Because practicing law is a protected privilege, a state cannot interfere with that privilege unless it shows that the means of interference are closely related to achieving a substantial state interest. Therefore, the practice of law is a constitutional privilege, but that does not mean it is without its limits. The state of Virginia just failed to meet its burden in showing that discriminating against non-resident applicants was closely related to a substantial state interest.

=== Additional Requirements ===
In addition to the usual minimum years of practice and reciprocity requirements, states can require applicants to meet additional criteria. For example, in addition to being barred in another U.S. jurisdiction, having practiced law for at least five out of the last seven years, and being admitting to a jurisdiction that extends reciprocity to New Jersey lawyers, applicants seeking admission by motion to the New Jersey Bar must also complete a course on ethics and professionalism. California requires that attorneys applying for admission by motion be in compliance with any court order for child or family support.

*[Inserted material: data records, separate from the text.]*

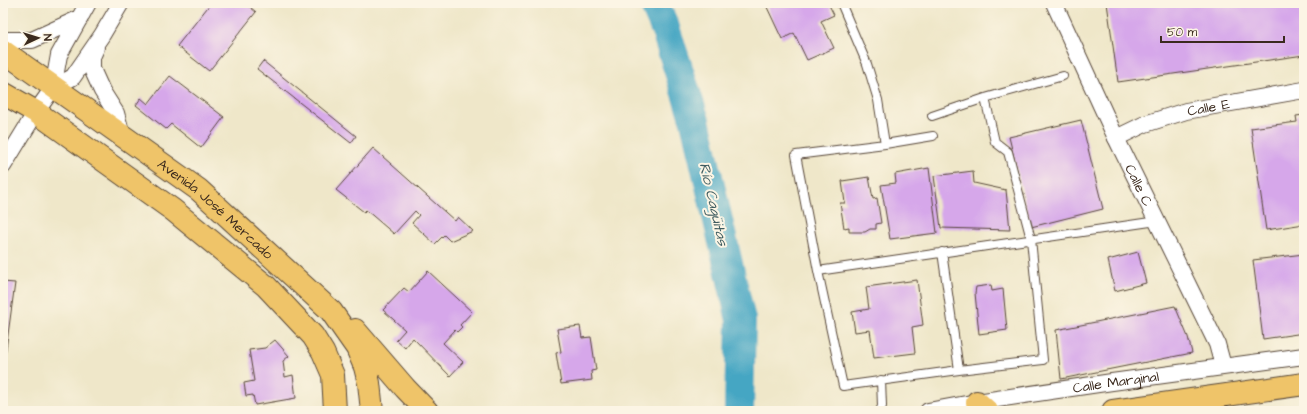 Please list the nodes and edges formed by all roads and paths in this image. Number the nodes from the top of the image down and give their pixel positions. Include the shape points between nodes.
1 (88, 3) edge
2 (121, 3) edge
3 (841, 3) edge
4 (1054, 3) edge
5 (80, 18) junction
6 (102, 35) junction
7 (3, 40) edge
8 (3, 51) edge
9 (1063, 76) dead end
10 (53, 88) junction
11 (1304, 90) edge
12 (3, 93) edge
13 (985, 98) junction
14 (36, 112) junction
15 (932, 116) dead end
16 (122, 135) junction
17 (933, 136) dead end
18 (1116, 138) junction
19 (885, 144) junction
20 (3, 166) edge
21 (1157, 221) junction
22 (1031, 239) junction
23 (942, 252) junction
24 (818, 271) junction
25 (331, 311) junction
26 (1304, 356) edge
27 (1223, 366) junction
28 (959, 370) junction
29 (333, 375) junction
30 (881, 380) junction
31 (1304, 384) edge
32 (982, 406) edge
33 (321, 411) edge
34 (335, 411) edge
35 (372, 411) edge
36 (428, 411) edge
37 (880, 411) edge
38 (928, 411) edge
39 (1112, 411) edge

1 - 5 street
2 - 6 street
3 - 19 lane via 868,64 878,100
4 - 18 street, Calle C
5 - 7 street via 32,40
5 - 10 street via 59,55
6 - 10 street via 74,77
6 - 16 street via 92,57 92,69 102,92 116,113
8 - 10 main road, Avenida José Mercado
9 - 13 lane
10 - 14 street
10 - 16 main road, Avenida José Mercado
11 - 18 street, Calle E via 1186,111 1145,124
12 - 14 main road, Avenida José Mercado
13 - 15 lane
13 - 22 lane via 995,142 1008,152
14 - 20 street
14 - 29 main road, Avenida José Mercado via 173,210 266,286 313,336
16 - 25 main road, Avenida José Mercado via 200,190
17 - 19 lane
18 - 21 street, Calle C
19 - 24 lane via 796,155
21 - 22 lane
21 - 27 street, Calle C via 1217,344
22 - 23 lane
22 - 28 lane via 1043,360
23 - 24 lane
23 - 28 lane
24 - 30 lane via 843,386
25 - 35 main road, Avenida José Mercado via 357,348 365,367
25 - 36 main road via 348,321
26 - 27 street, Calle Marginal
27 - 32 street, Calle Marginal
28 - 30 lane
29 - 33 main road
29 - 34 main road, Avenida José Mercado
30 - 37 lane
31 - 39 main road via 1200,402
32 - 38 street, Calle Marginal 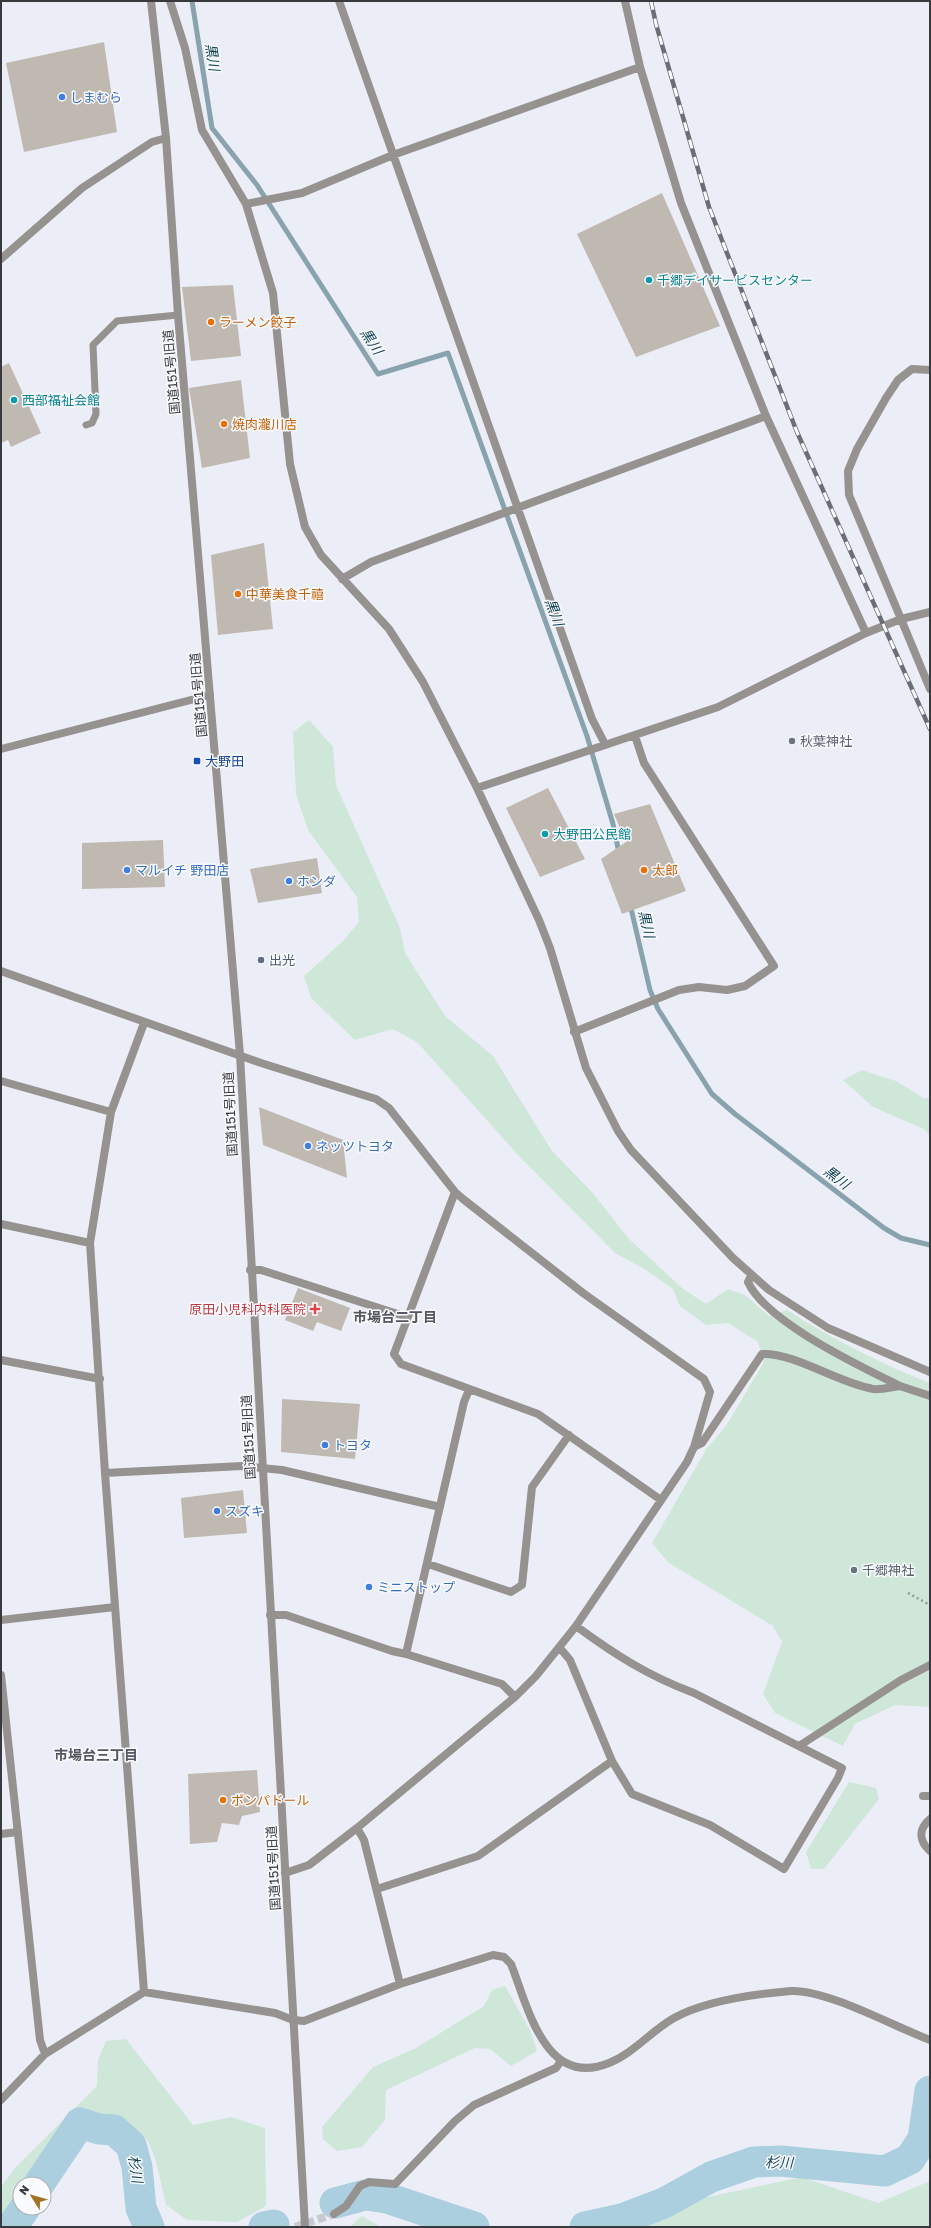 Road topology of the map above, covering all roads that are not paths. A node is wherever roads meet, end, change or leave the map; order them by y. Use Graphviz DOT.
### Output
graph roads {
  1 [pos="152,1"];
  2 [pos="170,1"];
  3 [pos="339,1"];
  4 [pos="625,1"];
  5 [pos="640,67"];
  6 [pos="166,138"];
  7 [pos="393,156"];
  8 [pos="246,204"];
  9 [pos="1,259"];
  10 [pos="178,315"];
  11 [pos="930,370"];
  12 [pos="766,416"];
  13 [pos="86,425"];
  14 [pos="518,508"];
  15 [pos="342,579"];
  16 [pos="930,612"];
  17 [pos="901,619"];
  18 [pos="866,633"];
  19 [pos="930,689"];
  20 [pos="210,695"];
  21 [pos="635,736"];
  22 [pos="603,744"];
  23 [pos="1,749"];
  24 [pos="477,788"];
  25 [pos="1,971"];
  26 [pos="144,1022"];
  27 [pos="574,1032"];
  28 [pos="240,1055"];
  29 [pos="1,1081"];
  30 [pos="111,1112"];
  31 [pos="455,1192"];
  32 [pos="1,1224"];
  33 [pos="90,1243"];
  34 [pos="250,1270"];
  35 [pos="751,1276"];
  36 [pos="408,1317"];
  37 [pos="1,1360"];
  38 [pos="930,1372"];
  39 [pos="100,1379"];
  40 [pos="900,1386"];
  41 [pos="469,1390"];
  42 [pos="930,1396"];
  43 [pos="569,1435"];
  44 [pos="694,1448"];
  45 [pos="262,1468"];
  46 [pos="105,1473"];
  47 [pos="661,1500"];
  48 [pos="440,1507"];
  49 [pos="428,1564"];
  50 [pos="115,1607"];
  51 [pos="270,1615"];
  52 [pos="1,1620"];
  53 [pos="576,1626"];
  54 [pos="560,1648"];
  55 [pos="406,1654"];
  56 [pos="930,1665"];
  57 [pos="1,1675"];
  58 [pos="515,1697"];
  59 [pos="799,1746"];
  60 [pos="612,1761"];
  61 [pos="930,1819"];
  62 [pos="357,1828"];
  63 [pos="18,1832"];
  64 [pos="1,1834"];
  65 [pos="930,1851"];
  66 [pos="285,1873"];
  67 [pos="378,1889"];
  68 [pos="400,1984"];
  69 [pos="144,1992"];
  70 [pos="293,2020"];
  71 [pos="930,2040"];
  72 [pos="46,2054"];
  73 [pos="561,2061"];
  74 [pos="1,2100"];
  75 [pos="334,2214"];
  76 [pos="305,2227"];
  1 -- 6 [label="street, 国道151号旧道"];
  2 -- 8 [label="street"];
  3 -- 7 [label="street"];
  4 -- 5 [label="street"];
  5 -- 7 [label="street"];
  5 -- 12 [label="street"];
  6 -- 9 [label="street"];
  6 -- 10 [label="street, 国道151号旧道"];
  7 -- 8 [label="street"];
  7 -- 14 [label="street"];
  8 -- 15 [label="street"];
  10 -- 13 [label="lane"];
  10 -- 20 [label="street, 国道151号旧道"];
  11 -- 17 [label="street"];
  12 -- 14 [label="street"];
  12 -- 18 [label="street"];
  14 -- 15 [label="street"];
  14 -- 22 [label="street"];
  15 -- 24 [label="street"];
  16 -- 17 [label="street"];
  17 -- 18 [label="street"];
  17 -- 19 [label="street"];
  18 -- 21 [label="street"];
  20 -- 23 [label="street"];
  20 -- 28 [label="street, 国道151号旧道"];
  21 -- 22 [label="street"];
  21 -- 27 [label="street"];
  22 -- 24 [label="street"];
  24 -- 27 [label="street"];
  25 -- 26 [label="street"];
  26 -- 28 [label="street"];
  26 -- 30 [label="street"];
  27 -- 35 [label="street"];
  28 -- 31 [label="street"];
  28 -- 34 [label="street, 国道151号旧道"];
  29 -- 30 [label="street"];
  30 -- 33 [label="street"];
  31 -- 36 [label="street"];
  31 -- 44 [label="street"];
  32 -- 33 [label="street"];
  33 -- 39 [label="street"];
  34 -- 36 [label="street"];
  34 -- 45 [label="street, 国道151号旧道"];
  35 -- 38 [label="street"];
  35 -- 40 [label="street"];
  36 -- 41 [label="street"];
  37 -- 39 [label="street"];
  39 -- 46 [label="street"];
  40 -- 42 [label="street"];
  40 -- 44 [label="street"];
  41 -- 43 [label="street"];
  41 -- 48 [label="street"];
  43 -- 47 [label="street"];
  43 -- 49 [label="street"];
  44 -- 47 [label="street"];
  45 -- 46 [label="street"];
  45 -- 48 [label="street"];
  45 -- 51 [label="street, 国道151号旧道"];
  46 -- 50 [label="street"];
  47 -- 53 [label="street"];
  48 -- 49 [label="street"];
  49 -- 55 [label="street"];
  50 -- 52 [label="street"];
  50 -- 69 [label="street"];
  51 -- 55 [label="street"];
  51 -- 66 [label="street, 国道151号旧道"];
  53 -- 54 [label="street"];
  53 -- 59 [label="street"];
  54 -- 58 [label="street"];
  54 -- 60 [label="street"];
  55 -- 58 [label="street"];
  56 -- 59 [label="street"];
  57 -- 63 [label="street"];
  58 -- 62 [label="street"];
  59 -- 60 [label="street"];
  60 -- 67 [label="street"];
  61 -- 65 [label="street"];
  62 -- 66 [label="street"];
  62 -- 67 [label="street"];
  63 -- 64 [label="street"];
  63 -- 72 [label="street"];
  66 -- 70 [label="street, 国道151号旧道"];
  67 -- 68 [label="street"];
  68 -- 70 [label="street"];
  68 -- 73 [label="street"];
  69 -- 70 [label="street"];
  69 -- 72 [label="street"];
  70 -- 76 [label="street, 国道151号旧道"];
  71 -- 73 [label="street"];
  72 -- 74 [label="street"];
  73 -- 75 [label="street"];
}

== Exceptions for Military Spouses ==
In 2011, the Military Spouse J.D. Network was formed to improve licensing accommodations for military spouses with law degrees. The Military Spouse J.D. Network drafted a model rule that allows attorneys who are in good standing in another jurisdiction to practice in a new jurisdiction if they are there because of their spouse's military orders. Currently, 40 states have adopted accommodations for military spouses, with the State of Idaho being the first to approve such accommodations. Idaho allows attorneys who are military spouses to be admitted to practice in the state of Idaho without taking the state bar examination if the attorney is there because of their spouse's military orders and if the attorney satisfies other general requirements, such as being admitted to and in good standing with a bar in another U.S. jurisdiction.

Louisiana is the most recent state to allow military spouse attorneys to practice in the state when present because of the spouse's active-duty military orders. However, Louisiana places a broad supervision requirement on military spouse attorneys admitted to practice by requiring them to be supervised by a local attorney. Other states, like New York, do not have a Military Spouse Temporary Practice rule but offer other ways for attorneys to gain permission to practice in its jurisdiction. For example, an applicant who is in New York because of their spouse's military orders could file a petition to waive strict compliance with the rules if the rules would cause an undue hardship on the applicant.